Segment Start: Records provided
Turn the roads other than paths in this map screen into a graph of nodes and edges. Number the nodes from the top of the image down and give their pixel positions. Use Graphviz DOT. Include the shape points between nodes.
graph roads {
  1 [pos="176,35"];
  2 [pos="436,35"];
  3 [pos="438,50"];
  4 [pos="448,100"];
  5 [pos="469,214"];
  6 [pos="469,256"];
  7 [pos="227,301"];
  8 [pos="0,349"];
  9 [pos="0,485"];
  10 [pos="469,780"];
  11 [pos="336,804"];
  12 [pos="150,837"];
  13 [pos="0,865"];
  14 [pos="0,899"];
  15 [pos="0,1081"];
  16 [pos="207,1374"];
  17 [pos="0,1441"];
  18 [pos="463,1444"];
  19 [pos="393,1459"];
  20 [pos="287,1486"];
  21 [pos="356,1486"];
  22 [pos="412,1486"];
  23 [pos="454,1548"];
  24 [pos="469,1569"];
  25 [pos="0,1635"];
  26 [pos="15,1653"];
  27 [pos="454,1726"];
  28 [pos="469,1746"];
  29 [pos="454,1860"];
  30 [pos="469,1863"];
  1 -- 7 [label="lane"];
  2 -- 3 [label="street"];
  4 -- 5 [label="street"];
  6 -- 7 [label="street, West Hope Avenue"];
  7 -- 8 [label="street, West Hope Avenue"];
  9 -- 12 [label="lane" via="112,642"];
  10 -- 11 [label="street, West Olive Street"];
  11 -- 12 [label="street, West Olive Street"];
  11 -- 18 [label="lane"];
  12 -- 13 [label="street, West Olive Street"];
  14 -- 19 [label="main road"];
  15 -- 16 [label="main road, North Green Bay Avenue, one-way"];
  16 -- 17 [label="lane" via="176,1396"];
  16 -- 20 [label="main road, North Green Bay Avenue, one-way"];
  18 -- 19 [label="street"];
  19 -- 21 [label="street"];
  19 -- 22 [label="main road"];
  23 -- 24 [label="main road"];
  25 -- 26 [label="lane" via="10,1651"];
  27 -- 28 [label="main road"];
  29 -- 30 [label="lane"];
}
Segment End: Records provided
Segment Start: Records provided
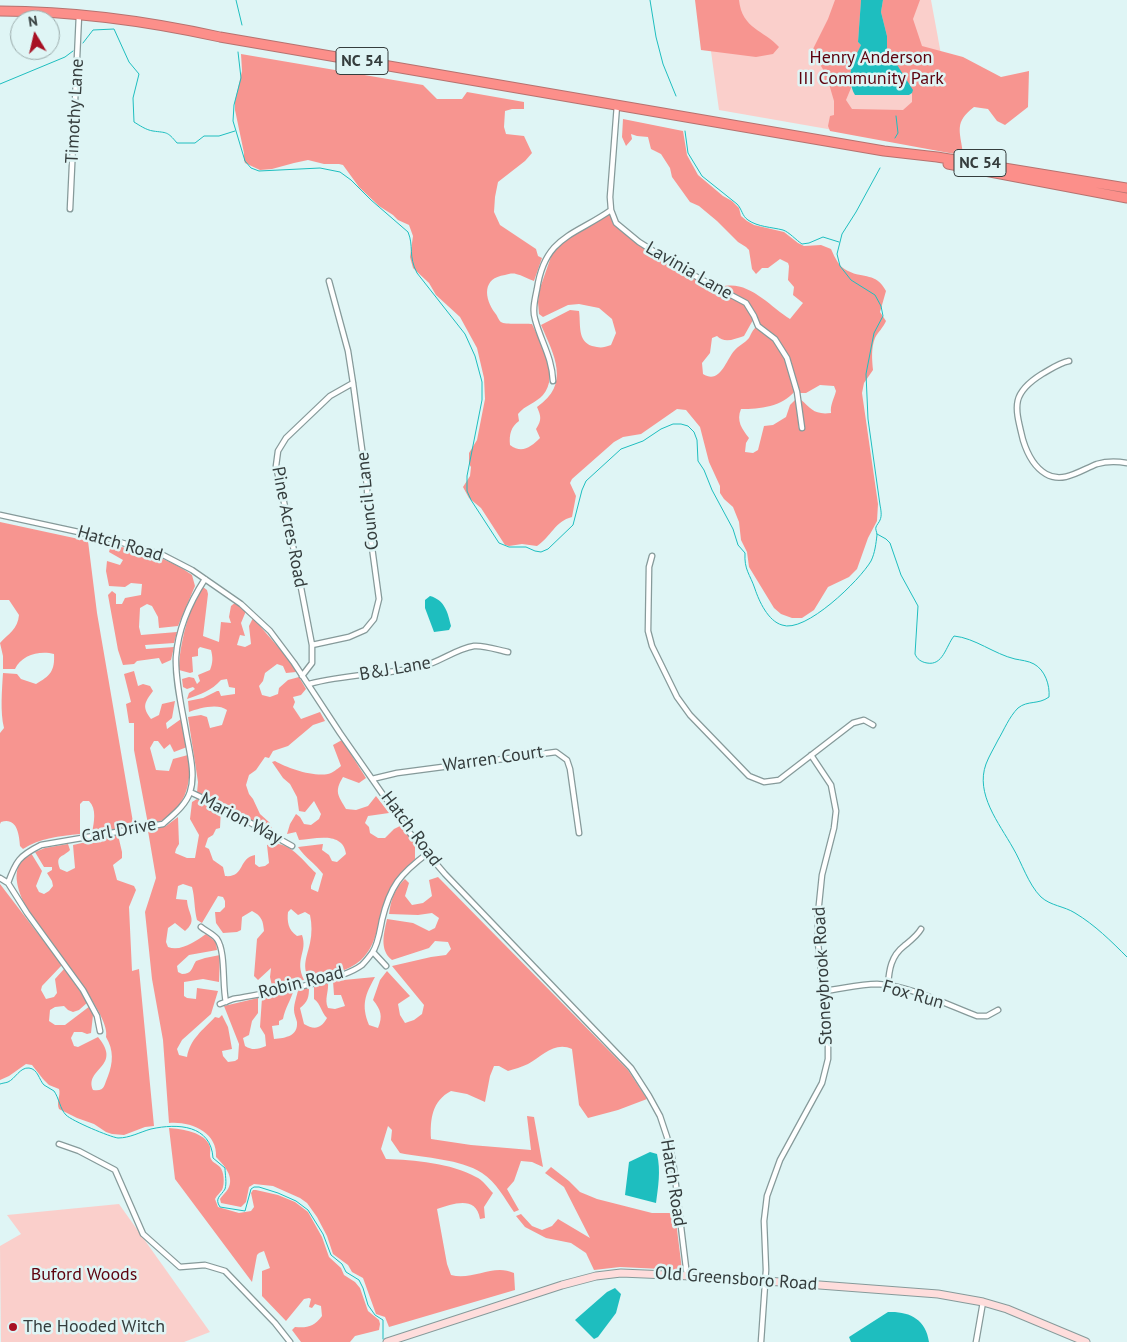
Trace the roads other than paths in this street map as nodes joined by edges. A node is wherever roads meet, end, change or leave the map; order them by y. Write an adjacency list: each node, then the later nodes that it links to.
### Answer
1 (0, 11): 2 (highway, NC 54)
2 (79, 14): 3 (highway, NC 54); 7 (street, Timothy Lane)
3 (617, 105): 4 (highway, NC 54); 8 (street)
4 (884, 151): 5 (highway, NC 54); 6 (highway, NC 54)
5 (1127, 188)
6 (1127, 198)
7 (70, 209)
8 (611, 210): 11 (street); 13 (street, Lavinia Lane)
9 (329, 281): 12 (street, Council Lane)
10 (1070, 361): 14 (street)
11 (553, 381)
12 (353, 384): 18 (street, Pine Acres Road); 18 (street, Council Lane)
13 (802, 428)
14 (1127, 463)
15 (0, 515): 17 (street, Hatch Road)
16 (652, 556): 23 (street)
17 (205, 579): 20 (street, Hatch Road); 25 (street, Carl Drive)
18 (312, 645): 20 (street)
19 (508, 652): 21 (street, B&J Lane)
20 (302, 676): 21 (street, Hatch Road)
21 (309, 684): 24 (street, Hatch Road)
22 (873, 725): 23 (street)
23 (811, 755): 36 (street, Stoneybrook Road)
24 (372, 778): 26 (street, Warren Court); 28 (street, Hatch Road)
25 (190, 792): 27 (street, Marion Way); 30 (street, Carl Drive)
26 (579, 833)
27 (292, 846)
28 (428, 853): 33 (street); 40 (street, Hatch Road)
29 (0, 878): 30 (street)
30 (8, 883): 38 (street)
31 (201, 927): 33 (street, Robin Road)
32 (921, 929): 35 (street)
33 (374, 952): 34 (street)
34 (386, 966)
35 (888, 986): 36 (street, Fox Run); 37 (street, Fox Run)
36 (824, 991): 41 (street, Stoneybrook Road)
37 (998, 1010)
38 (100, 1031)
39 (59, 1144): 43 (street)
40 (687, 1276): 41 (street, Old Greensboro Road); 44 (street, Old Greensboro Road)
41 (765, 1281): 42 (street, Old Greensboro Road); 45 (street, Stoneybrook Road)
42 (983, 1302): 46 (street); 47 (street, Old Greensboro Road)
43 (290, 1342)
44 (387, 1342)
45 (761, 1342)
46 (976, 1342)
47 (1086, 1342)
Segment End: Records provided
Work instruction:
Look through the entries. Copy out each line with "North" in it.

Exercise answer:
  15 -- 16 [label="main road, North Green Bay Avenue, one-way"];
  16 -- 20 [label="main road, North Green Bay Avenue, one-way"];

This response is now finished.